Extracted records section start

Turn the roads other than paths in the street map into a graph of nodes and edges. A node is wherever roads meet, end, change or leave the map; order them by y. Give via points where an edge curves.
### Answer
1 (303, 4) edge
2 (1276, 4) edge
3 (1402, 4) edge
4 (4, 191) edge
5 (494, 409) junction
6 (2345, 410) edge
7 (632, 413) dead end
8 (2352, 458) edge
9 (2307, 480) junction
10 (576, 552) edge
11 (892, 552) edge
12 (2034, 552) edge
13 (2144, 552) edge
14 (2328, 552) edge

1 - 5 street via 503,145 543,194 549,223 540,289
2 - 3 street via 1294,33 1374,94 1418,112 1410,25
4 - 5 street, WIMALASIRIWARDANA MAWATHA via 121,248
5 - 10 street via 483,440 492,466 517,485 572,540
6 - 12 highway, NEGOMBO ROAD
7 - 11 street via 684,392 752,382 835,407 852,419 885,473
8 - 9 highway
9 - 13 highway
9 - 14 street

Extracted records section end

### What the task asks
Character for character, reproduce all of the lines above.

### Response
Turn the roads other than paths in the street map into a graph of nodes and edges. A node is wherever roads meet, end, change or leave the map; order them by y. Give via points where an edge curves.
### Answer
1 (303, 4) edge
2 (1276, 4) edge
3 (1402, 4) edge
4 (4, 191) edge
5 (494, 409) junction
6 (2345, 410) edge
7 (632, 413) dead end
8 (2352, 458) edge
9 (2307, 480) junction
10 (576, 552) edge
11 (892, 552) edge
12 (2034, 552) edge
13 (2144, 552) edge
14 (2328, 552) edge

1 - 5 street via 503,145 543,194 549,223 540,289
2 - 3 street via 1294,33 1374,94 1418,112 1410,25
4 - 5 street, WIMALASIRIWARDANA MAWATHA via 121,248
5 - 10 street via 483,440 492,466 517,485 572,540
6 - 12 highway, NEGOMBO ROAD
7 - 11 street via 684,392 752,382 835,407 852,419 885,473
8 - 9 highway
9 - 13 highway
9 - 14 street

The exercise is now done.